After Pandawa, we went to Dreamland Beach and Padang-Padang Beach and finally went back nearer to Kuta, a place called Jimbaran Beach where we had dinner at Ganesha. The view of the sunset was spectacular along with the price of the meal. We had a kilo of grilled squid, buttered shrimp and a whole white snapper. All grilled as suggested by the waiters, although I was at first insisting that they fry them. I was glad I listened to the advice because the variety of sauces that accompanied the grilled seafood were all so memorable. Again, there was the sweet satay or peanut sauce, garlic with oil, sambal and a chili sauce that has the Indonesian smell (like a rotten fish but tastes really good). We paid 1,100,000 IDR or around 4,000 PHP for the meal and two bottles of Bintang (Indonesian beer) plus a treat to listen to Balinese crooners which I suspect one to be Filipino and had the chance to watch a Balinese performance. Well, it’s my husband Arnel’s birthday and we both tried not to feel guilty. Back to the warungs!
We spent our fourth day in Bali since we opted for a late evening trip back to Manila so we still enjoyed the hotel’s buffet breakfast which by the way is not bad at all for the price of less than 2,000 PHP per day per room.
Then we tried to hail Grab Car after three days of curated tour with a driver, who was so kind. The cost of the Grab Car within Kuta area was just 14,000 IDR or 50 PHP! So we went to Warung Cahaya which is known for its satay. It’s a hip place, a hole in the wall, with many young foreign visitors. We tried their pork and chicken dish. The side dish was really spicy, but I love how the shallots (baby onions) were treated in oil and vinegar. Our total meal was less than 200,000 IDR.
In the afternoon, we sampled their gelato. Gelato stops are almost everywhere because of the tropical whether plus free wifi everywhere. So for a 20,000 IDR or less than a 100 PHP worth of gelato, you get really strong connectivity.
Finally, our last dinner on the way to the airport was supposedly reserved for “babi guling” or the Balinese dish equivalent to our Philippine lechon.
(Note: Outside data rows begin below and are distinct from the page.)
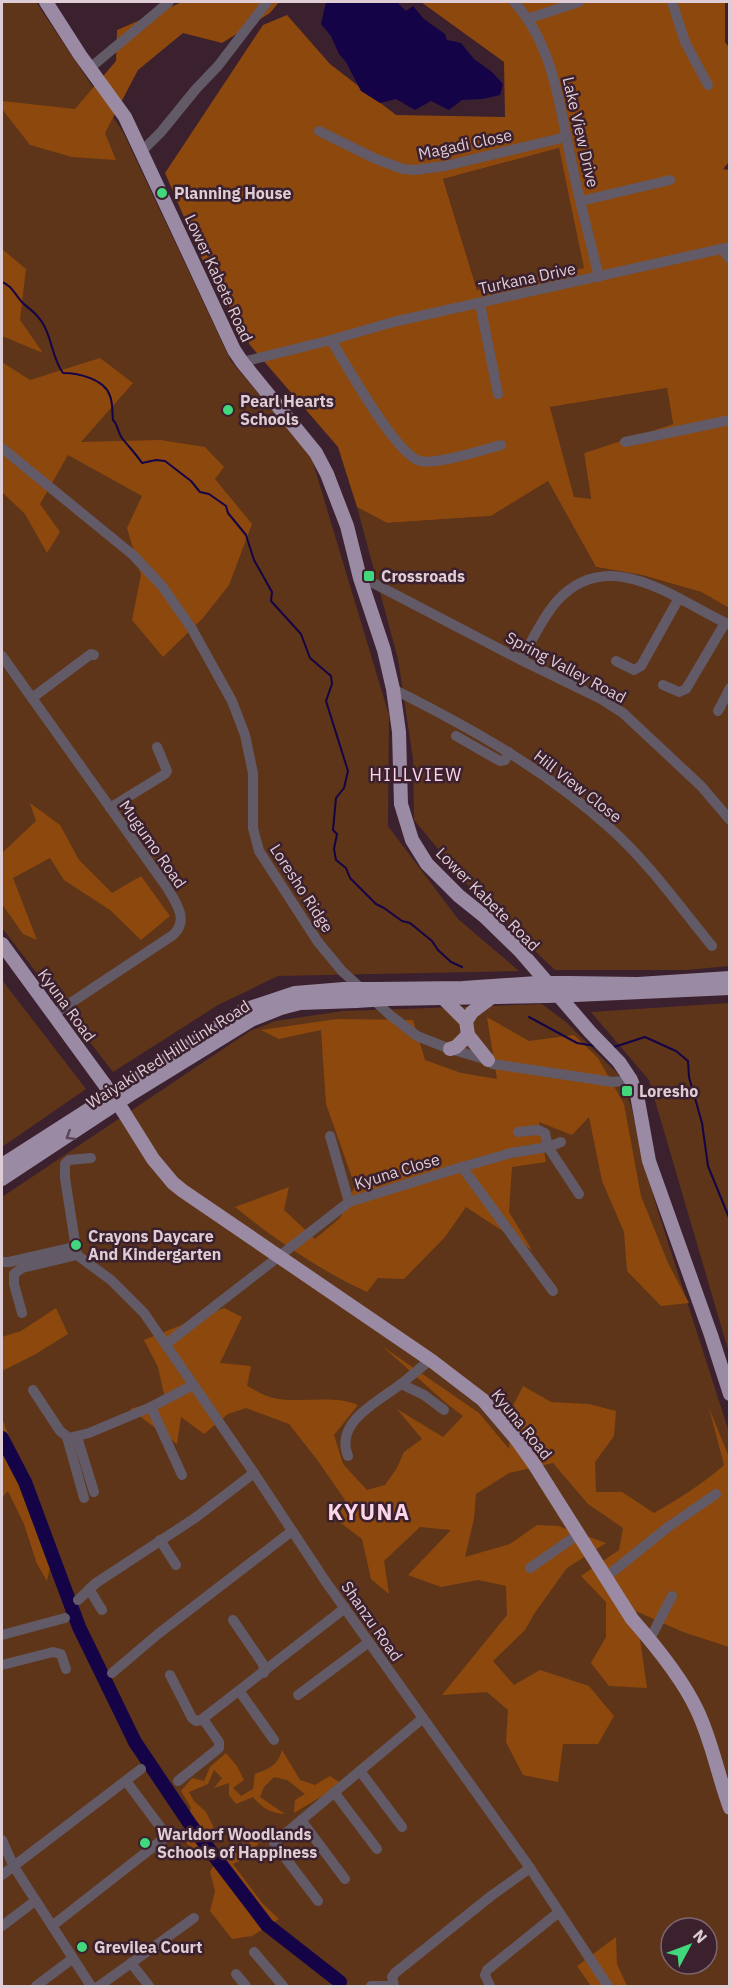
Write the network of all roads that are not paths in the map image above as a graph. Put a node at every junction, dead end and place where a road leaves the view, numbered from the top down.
1 (46, 2) edge
2 (169, 2) edge
3 (267, 2) edge
4 (514, 2) edge
5 (579, 2) edge
6 (672, 2) edge
7 (527, 19) junction
8 (90, 68) junction
9 (708, 85) dead end
10 (319, 131) dead end
11 (566, 137) junction
12 (142, 151) junction
13 (669, 180) dead end
14 (581, 201) junction
15 (726, 248) edge
16 (729, 259) edge
17 (599, 278) junction
18 (480, 303) junction
19 (331, 340) junction
20 (242, 362) junction
21 (498, 394) dead end
22 (729, 420) edge
23 (625, 442) dead end
24 (501, 446) dead end
25 (2, 448) edge
26 (360, 578) junction
27 (679, 598) junction
28 (727, 621) edge
29 (94, 655) dead end
30 (521, 660) junction
31 (616, 661) dead end
32 (4, 663) edge
33 (663, 685) dead end
34 (729, 688) edge
35 (393, 689) junction
36 (32, 698) junction
37 (718, 711) dead end
38 (456, 736) dead end
39 (157, 747) dead end
40 (509, 752) junction
41 (110, 808) junction
42 (729, 820) edge
43 (2, 944) edge
44 (712, 946) dead end
45 (729, 978) edge
46 (729, 988) edge
47 (572, 989) junction
48 (492, 997) junction
49 (443, 998) junction
50 (54, 1014) junction
51 (467, 1028) junction
52 (450, 1050) junction
53 (488, 1060) junction
54 (631, 1080) junction
55 (518, 1132) dead end
56 (330, 1136) dead end
57 (561, 1142) dead end
58 (548, 1147) junction
59 (91, 1158) dead end
60 (2, 1165) edge
61 (462, 1167) junction
62 (2, 1179) edge
63 (579, 1194) dead end
64 (349, 1202) junction
65 (76, 1251) junction
66 (278, 1257) junction
67 (2, 1262) edge
68 (553, 1291) dead end
69 (22, 1313) dead end
70 (166, 1344) junction
71 (430, 1360) junction
72 (401, 1384) junction
73 (193, 1385) junction
74 (33, 1390) dead end
75 (729, 1394) edge
76 (151, 1407) junction
77 (444, 1410) dead end
78 (72, 1437) junction
79 (348, 1456) dead end
80 (254, 1473) junction
81 (182, 1475) dead end
82 (94, 1492) dead end
83 (716, 1494) dead end
84 (84, 1498) dead end
85 (292, 1531) junction
86 (580, 1533) junction
87 (160, 1540) junction
88 (176, 1565) dead end
89 (530, 1568) dead end
90 (606, 1577) junction
91 (89, 1589) junction
92 (672, 1596) dead end
93 (78, 1600) dead end
94 (345, 1608) junction
95 (102, 1610) dead end
96 (65, 1618) dead end
97 (233, 1620) dead end
98 (2, 1635) edge
99 (650, 1639) junction
100 (369, 1642) junction
101 (2, 1665) edge
102 (66, 1669) dead end
103 (264, 1672) junction
104 (112, 1673) dead end
105 (170, 1675) dead end
106 (240, 1692) junction
107 (298, 1695) dead end
108 (423, 1718) junction
109 (203, 1719) junction
110 (274, 1740) dead end
111 (141, 1769) dead end
112 (360, 1771) junction
113 (126, 1781) junction
114 (178, 1781) dead end
115 (334, 1792) junction
116 (729, 1808) edge
117 (301, 1820) junction
118 (402, 1827) dead end
119 (2, 1840) edge
120 (377, 1850) dead end
121 (14, 1867) junction
122 (530, 1868) junction
123 (2, 1875) edge
124 (345, 1879) dead end
125 (318, 1900) dead end
126 (36, 1901) junction
127 (559, 1912) junction
128 (194, 1918) dead end
129 (2, 1926) edge
130 (52, 1926) junction
131 (254, 1952) dead end
132 (72, 1959) junction
133 (131, 1963) junction
134 (236, 1974) dead end
135 (276, 1984) edge
136 (36, 1986) edge
137 (90, 1986) edge
138 (99, 1986) edge
139 (149, 1986) edge
140 (246, 1986) edge
141 (371, 1986) edge
142 (388, 1986) edge
143 (394, 1986) edge
144 (490, 1986) edge
145 (608, 1986) edge

1 - 8 main road, Lower Kabete Road
2 - 8 street
3 - 12 street
4 - 7 street, Lake View Drive
5 - 7 street
6 - 9 street
7 - 11 street, Lake View Drive
8 - 12 main road, Lower Kabete Road
10 - 11 street, Magadi Close
11 - 14 street, Lake View Drive
12 - 20 main road, Lower Kabete Road
13 - 14 street
14 - 17 street, Lake View Drive
15 - 16 street
15 - 17 street, Turkana Drive
17 - 18 street, Turkana Drive
18 - 19 street, Turkana Drive
18 - 21 street
19 - 20 street, Turkana Drive
19 - 24 street
20 - 26 main road, Lower Kabete Road
22 - 23 street
25 - 52 street, Loresho Ridge
26 - 30 street, Spring Valley Road
26 - 35 main road, Lower Kabete Road
27 - 28 street
27 - 30 street
27 - 31 street
28 - 33 street
29 - 36 street
30 - 42 street, Spring Valley Road
32 - 36 street, Mugumo Road
34 - 37 street
35 - 40 street, Hill View Close
35 - 54 main road, Lower Kabete Road
36 - 41 street, Mugumo Road
38 - 40 street
39 - 41 street
40 - 44 street, Hill View Close
41 - 50 street, Mugumo Road
43 - 50 main road, Kyuna Road
45 - 47 main road
46 - 47 main road
47 - 48 main road, Waiyaki Red Hill Link Road, bridge
47 - 60 main road, Waiyaki Red Hill Link Road, bridge
48 - 49 main road, Waiyaki Red Hill Link Road
48 - 51 main road
49 - 51 main road
49 -> 62 main road, Waiyaki Red Hill Link Road, bridge
50 - 66 main road, Kyuna Road, bridge
51 - 52 main road
51 - 53 main road
52 - 53 street, Loresho Ridge
53 - 54 street, Loresho Ridge
54 - 75 main road, Lower Kabete Road
55 - 58 street
56 - 64 street
57 - 58 street
58 - 61 street
58 - 63 street
59 - 65 street
61 - 64 street, Kyuna Close
61 - 68 street, Kyuna Close
64 - 66 street, Kyuna Close
65 - 67 street
65 - 69 street
65 - 70 street, Shanzu Road
66 - 70 street
66 - 71 main road, Kyuna Road
70 - 73 street, Shanzu Road
71 - 72 street
71 - 86 main road, Kyuna Road
72 - 77 street
72 - 79 street
73 - 76 street
73 - 80 street, Shanzu Road
74 - 78 street
76 - 78 street
76 - 81 street
78 - 82 street
78 - 84 street
80 - 85 street, Shanzu Road
80 - 87 street
83 - 90 street
85 - 94 street, Shanzu Road
85 - 104 street
86 - 89 street
86 - 90 main road, Kyuna Road
87 - 88 street
87 - 91 street
90 - 99 main road, Kyuna Road
91 - 93 street
91 - 95 street
92 - 99 street
94 - 100 street, Shanzu Road
94 - 103 street
96 - 98 street
97 - 103 street
99 - 116 main road, Kyuna Road
100 - 107 street
100 - 108 street, Shanzu Road
101 - 102 street
103 - 106 street
105 - 109 street
106 - 109 street
106 - 110 street
108 - 112 street
108 - 122 street, Shanzu Road
109 - 114 street
111 - 113 street
112 - 115 street
112 - 118 street
113 - 121 street
113 - 130 street
115 - 117 street
115 - 120 street
117 - 124 street
117 - 125 street
119 - 121 street
121 - 123 street
121 - 126 street
122 - 127 street, Shanzu Road
122 - 143 street
126 - 129 street
126 - 130 street
127 - 144 street
127 - 145 street, Shanzu Road
128 - 133 street
130 - 132 street
131 - 135 street
132 - 136 street
132 - 137 street
133 - 138 street
133 - 139 street
134 - 140 street
141 - 142 street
But it was late in the evening and so we headed to Sunset Road, to another most well-reviewed place serving great pork ribs, a nice substitute for lechon. After a more Western inspired slab of pork ribs in delicious barbeque sauce with some fruit juices along with it – we were ready to head back home.
We gave a tip of 10,000 or 20,000 IDR every time even when it is not asked and even when there is service charge because we appreciated how warm the service is.
Every meal was a delight, especially when you do not know what to expect. But in Bali, we got lots of great hospitality and warmth every time. We ended every meal with “terimakasih” (thank you) and hear them say “sama-sama” (welcome).
As our kind driver and tour guide – Kumang said – “This is not good bye! But See You Later!” So see you later Bali!